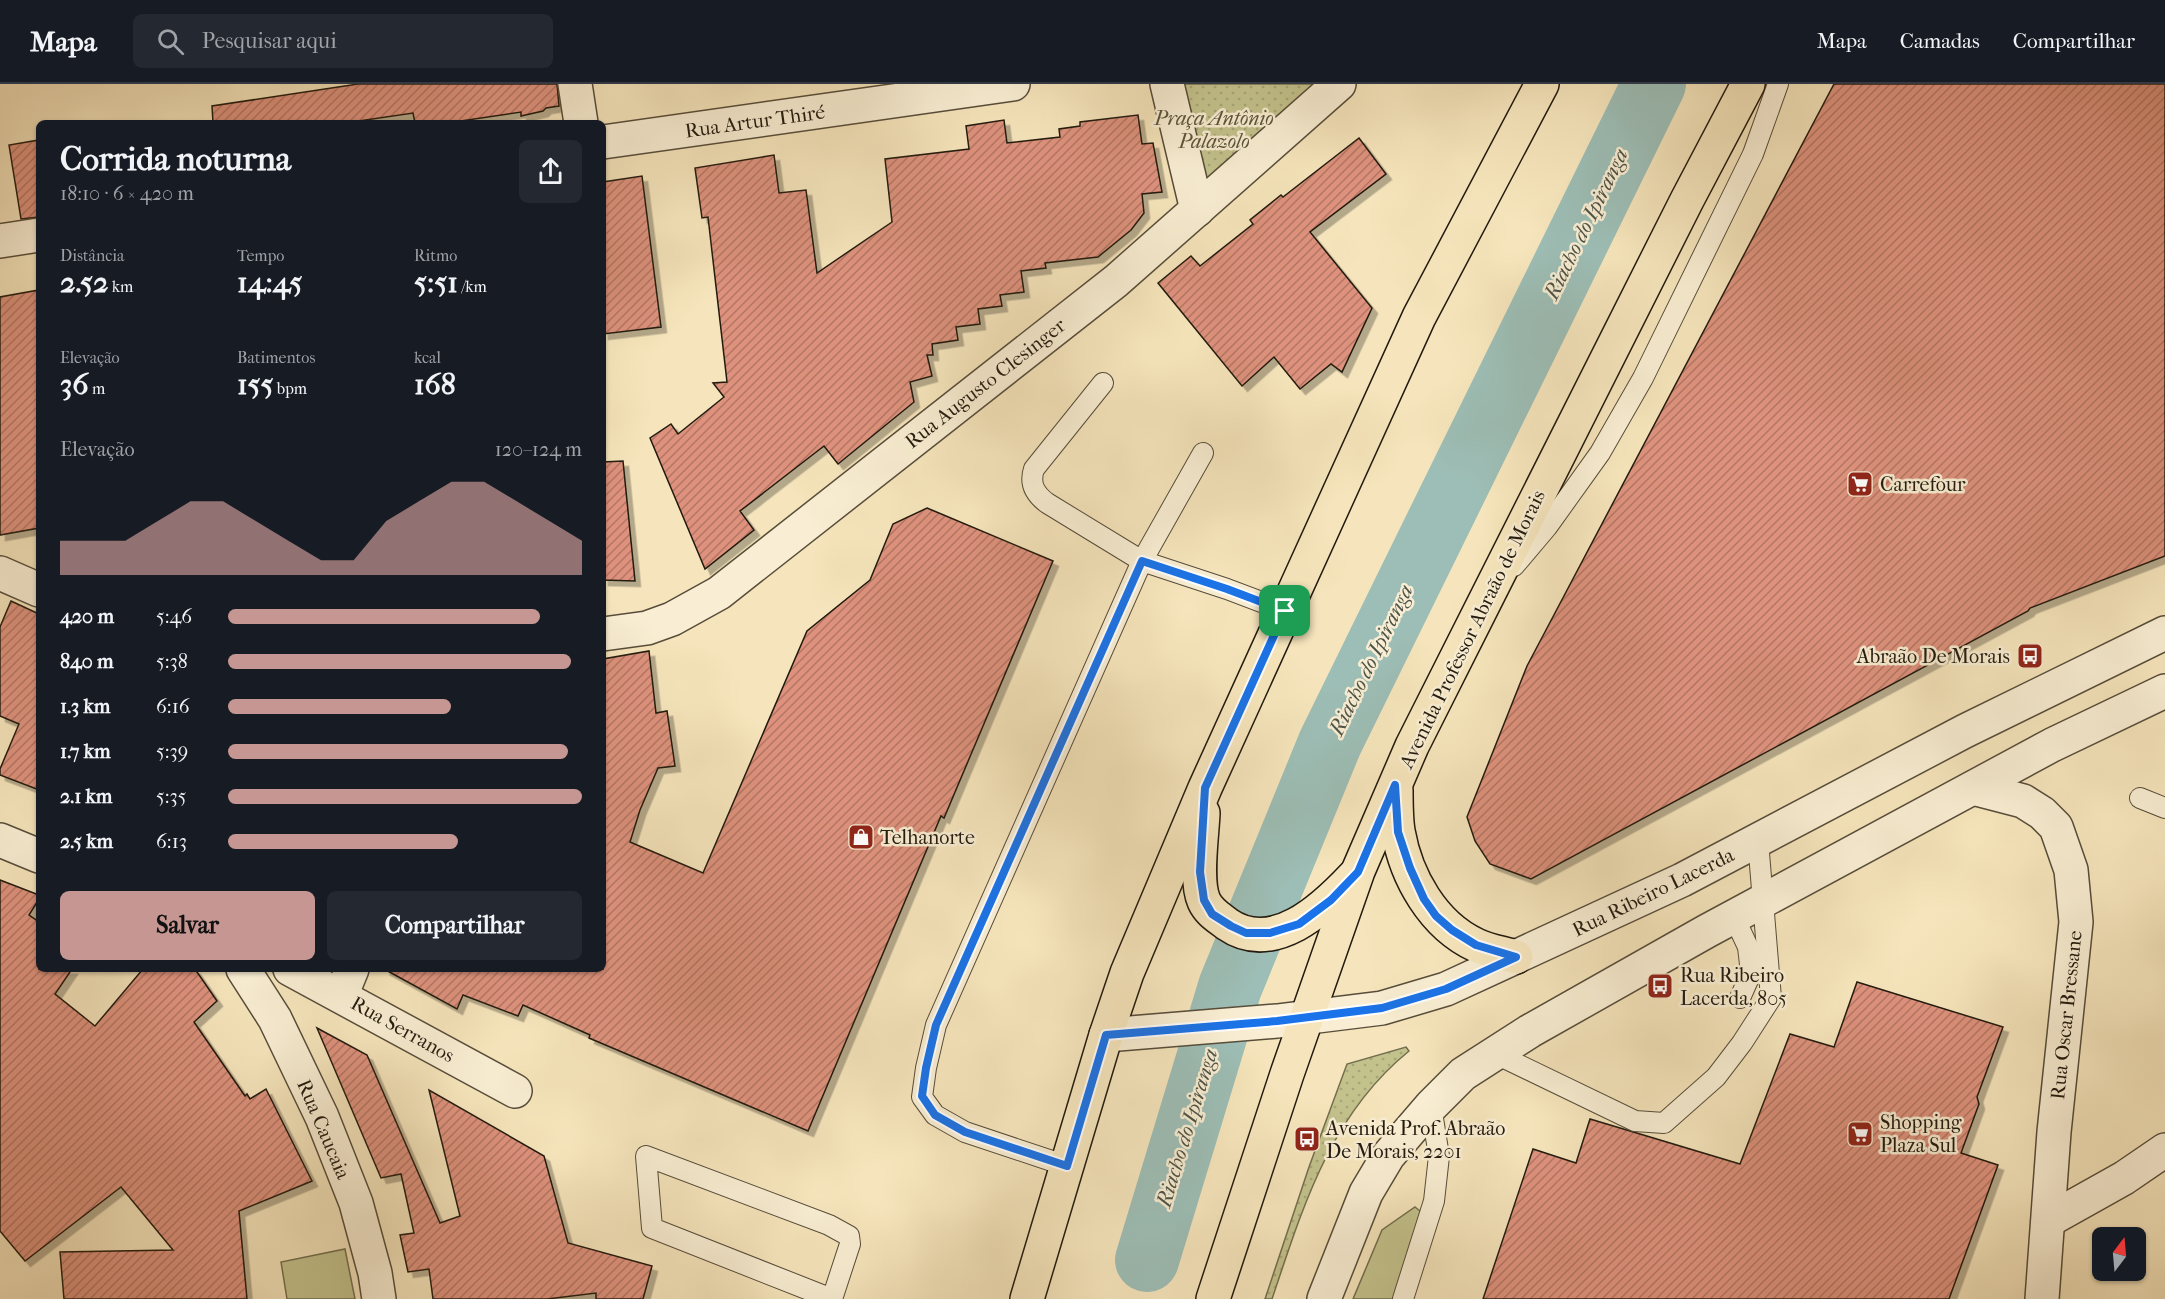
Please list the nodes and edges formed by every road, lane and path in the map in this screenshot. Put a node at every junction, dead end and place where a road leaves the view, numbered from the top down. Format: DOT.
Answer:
graph roads {
  1 [pos="575,84"];
  2 [pos="1013,84"];
  3 [pos="1167,84"];
  4 [pos="1340,84"];
  5 [pos="1542,84"];
  6 [pos="1748,84"];
  7 [pos="1778,84"];
  8 [pos="581,120"];
  9 [pos="606,142"];
  10 [pos="1197,210"];
  11 [pos="36,235"];
  12 [pos="0,241"];
  13 [pos="1103,383"];
  14 [pos="1203,453"];
  15 [pos="1142,561"];
  16 [pos="0,573"];
  17 [pos="36,589"];
  18 [pos="1486,600"];
  19 [pos="1285,611"];
  20 [pos="2165,633"];
  21 [pos="606,634"];
  22 [pos="2165,691"];
  23 [pos="1395,785"];
  24 [pos="1205,788"];
  25 [pos="1973,788"];
  26 [pos="2140,798"];
  27 [pos="2165,808"];
  28 [pos="0,840"];
  29 [pos="1758,841"];
  30 [pos="36,855"];
  31 [pos="1358,872"];
  32 [pos="1764,901"];
  33 [pos="1734,917"];
  34 [pos="1516,957"];
  35 [pos="245,972"];
  36 [pos="303,972"];
  37 [pos="347,982"];
  38 [pos="1740,998"];
  39 [pos="1293,1020"];
  40 [pos="1106,1035"];
  41 [pos="1494,1053"];
  42 [pos="515,1091"];
  43 [pos="1431,1106"];
  44 [pos="2165,1150"];
  45 [pos="1067,1166"];
  46 [pos="2049,1220"];
  47 [pos="380,1299"];
  48 [pos="832,1299"];
  49 [pos="1027,1299"];
  50 [pos="1213,1299"];
  51 [pos="1324,1299"];
  52 [pos="1403,1299"];
  53 [pos="2042,1299"];
  1 -- 8 [label="street"];
  2 -- 9 [label="street, Rua Artur Thiré"];
  3 -- 10 [label="street"];
  4 -- 10 [label="street, Rua Augusto Clesinger"];
  5 -- 19 [label="main road"];
  6 -- 18 [label="main road, Avenida Professor Abraão de Morais"];
  7 -- 18 [label="lane"];
  10 -- 21 [label="street, Rua Augusto Clesinger"];
  11 -- 12 [label="street"];
  13 -- 15 [label="lane"];
  14 -- 15 [label="lane"];
  15 -- 19 [label="lane"];
  15 -- 45 [label="lane"];
  16 -- 17 [label="street"];
  18 -- 23 [label="main road, Avenida Professor Abraão de Morais"];
  19 -- 24 [label="main road"];
  20 -- 29 [label="street, Rua Ribeiro Lacerda"];
  22 -- 25 [label="street"];
  23 -- 31 [label="main road, Avenida Professor Abraão de Morais"];
  23 -- 34 [label="main road"];
  24 -- 31 [label="main road"];
  24 -- 40 [label="main road"];
  25 -- 32 [label="street"];
  25 -- 46 [label="street, Rua Oscar Bressane"];
  26 -- 27 [label="lane"];
  28 -- 30 [label="street"];
  29 -- 32 [label="lane"];
  29 -- 34 [label="street, Rua Ribeiro Lacerda"];
  31 -- 39 [label="main road, Avenida Professor Abraão de Morais"];
  32 -- 33 [label="street"];
  32 -- 41 [label="lane"];
  33 -- 38 [label="lane"];
  33 -- 41 [label="street"];
  34 -- 39 [label="street, Rua Ribeiro Lacerda"];
  35 -- 47 [label="street, Rua Caucaia"];
  36 -- 37 [label="street, Rua Serranos"];
  37 -- 42 [label="street, Rua Serranos"];
  39 -- 40 [label="street, Rua Ribeiro Lacerda"];
  39 -- 50 [label="main road, Avenida Professor Abraão de Morais"];
  40 -- 45 [label="main road"];
  41 -- 43 [label="street"];
  43 -- 51 [label="street"];
  43 -- 52 [label="lane"];
  44 -- 46 [label="street"];
  45 -- 49 [label="main road"];
  46 -- 53 [label="street, Rua Oscar Bressane"];
  48 -- 48 [label="lane"];
}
---
= EXERCISE =
Show every line of the material that includes the string "Lacerda".

= EXERCISE OUTPUT =
  20 -- 29 [label="street, Rua Ribeiro Lacerda"];
  29 -- 34 [label="street, Rua Ribeiro Lacerda"];
  34 -- 39 [label="street, Rua Ribeiro Lacerda"];
  39 -- 40 [label="street, Rua Ribeiro Lacerda"];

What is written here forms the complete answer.